Fitzwilliam Lawn Tennis Club: began accepting women members 20 years ago. Photograph: Ryan Byrne/Inpho

 

The Fitzwilliam Lawn Tennis Club in Dublin, one of the world’s oldest tennis clubs, has elected its first woman president in almost 140 years.

Helen Shields, nee Hackett, who had been deputy president for two years, was confirmed as the new president this week. She assumed the role from retiring president Pat Hurley.

Founded in 1877, the Fitzwilliam club first decided to allow women to become members 20 years ago, when a two-thirds majority, 429 to 159, voted for the rule change after just one hour of debate at an extraordinary general meeting.

Previous meetings had voted to change the rule but had not succeeded in getting a two-thirds majority.

A daughter of the Irish Davis Cup player Joe Hackett, Ms Shields follows him into the role, as Mr Hackett was president of the club in 1977, its centenary year.

World players

Ms Shields has been involved at various levels within the sport and has helped to reinvigorate the women’s Irish Open event and have it installed in the Irish tennis calendar.

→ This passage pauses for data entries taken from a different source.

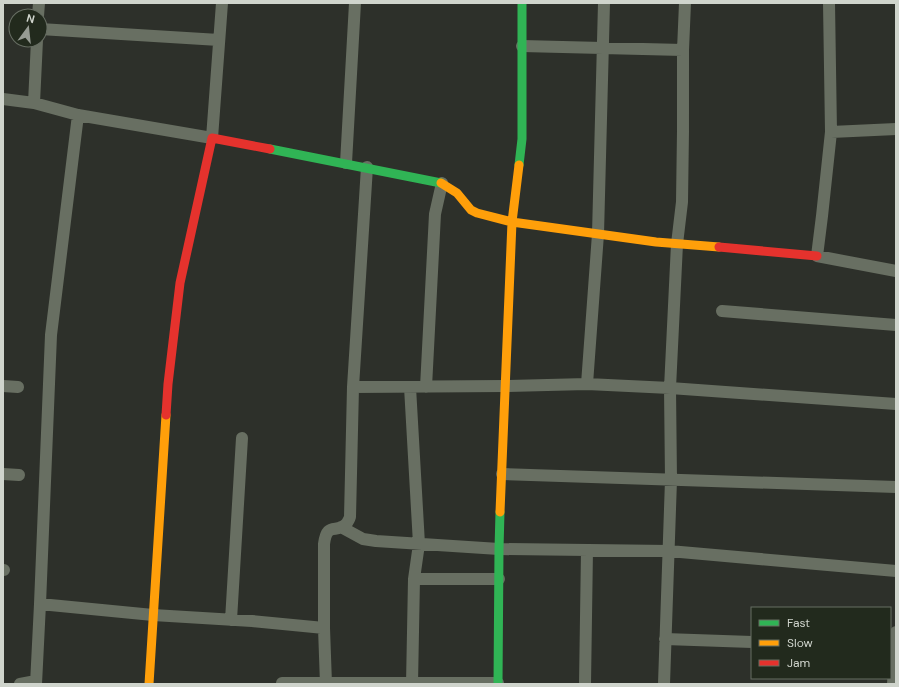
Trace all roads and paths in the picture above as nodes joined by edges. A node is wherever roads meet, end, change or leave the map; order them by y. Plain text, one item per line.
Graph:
1 (222, 3) edge
2 (356, 3) edge
3 (522, 3) edge
4 (604, 3) edge
5 (685, 3) edge
6 (829, 3) edge
7 (48, 29) edge
8 (219, 40) junction
9 (522, 46) junction
10 (37, 48) edge
11 (603, 48) junction
12 (683, 50) junction
13 (3, 99) edge
14 (34, 104) junction
15 (78, 115) junction
16 (896, 128) edge
17 (831, 132) junction
18 (212, 138) junction
19 (346, 163) junction
20 (368, 167) junction
21 (442, 183) junction
22 (512, 222) junction
23 (598, 234) junction
24 (677, 244) junction
25 (816, 256) junction
26 (896, 271) edge
27 (722, 312) dead end
28 (896, 325) edge
29 (587, 384) junction
30 (3, 386) edge
31 (505, 386) junction
32 (18, 387) dead end
33 (353, 387) junction
34 (410, 387) junction
35 (426, 387) junction
36 (670, 388) junction
37 (896, 404) edge
38 (242, 438) dead end
39 (3, 474) edge
40 (502, 474) junction
41 (19, 475) dead end
42 (671, 480) junction
43 (896, 487) edge
44 (341, 527) junction
45 (419, 544) junction
46 (499, 549) junction
47 (587, 550) junction
48 (669, 551) junction
49 (896, 572) edge
50 (414, 579) junction
51 (499, 579) junction
52 (40, 604) junction
53 (152, 615) junction
54 (231, 620) junction
55 (324, 628) junction
56 (896, 632) edge
57 (665, 639) junction
58 (751, 642) edge
59 (893, 648) edge
60 (36, 683) edge
61 (282, 683) edge
62 (20, 684) edge
63 (149, 684) edge
64 (326, 684) edge
65 (412, 684) edge
66 (498, 684) edge
67 (585, 684) edge
68 (664, 684) edge
69 (893, 684) edge

1 - 8 street
2 - 19 street
3 - 9 street
4 - 11 street
5 - 12 street
6 - 17 street
7 - 8 street
8 - 18 street
9 - 11 street
9 - 22 street
10 - 14 street
11 - 12 street
11 - 23 street
12 - 24 street
13 - 14 street
14 - 15 street
15 - 18 street
15 - 52 street
16 - 17 street
17 - 25 street
18 - 19 street
18 - 53 street
19 - 20 street
20 - 21 street
20 - 33 street
21 - 22 street
21 - 35 street
22 - 23 street
22 - 31 street
23 - 24 street
23 - 29 street
24 - 25 street
24 - 36 street
25 - 26 street
27 - 28 street
29 - 31 street
29 - 36 street
30 - 32 street
31 - 35 street
31 - 40 street
33 - 34 street
33 - 44 street
34 - 35 street
34 - 45 street
36 - 37 street
36 - 42 street
38 - 54 street
39 - 41 street
40 - 42 street
40 - 46 street
42 - 43 street
42 - 48 street
44 - 45 street
44 - 55 street
45 - 46 street
45 - 50 street
46 - 47 street
46 - 51 street
47 - 48 street
47 - 67 street
48 - 49 street
48 - 57 street
50 - 51 street
50 - 65 street
51 - 66 street
52 - 53 street
52 - 60 street
53 - 54 street
53 - 63 street
54 - 55 street
55 - 64 street
56 - 59 street
57 - 58 street
57 - 68 street
59 - 69 street
60 - 62 street
61 - 64 street
64 - 65 street
65 - 66 street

In the 1960s and 1970s the best women tennis players in the world travelled to Dublin for the tournament. Virginia Wade, Margaret Court, Billie Jean King and Evonne Goolagong Cawley are all former winners.

A long-serving official said Ms Shields was “formidable” and “would give the impression that she is no pushover and conducts herself in a businesslike manner.”

The club, which has 2,000 members, originated in Upper Pembroke Street before moving to Wilton Place and from there to Fitzwilliam Square in Dublin city.

The final move to its current location in Appian Way came in 1969.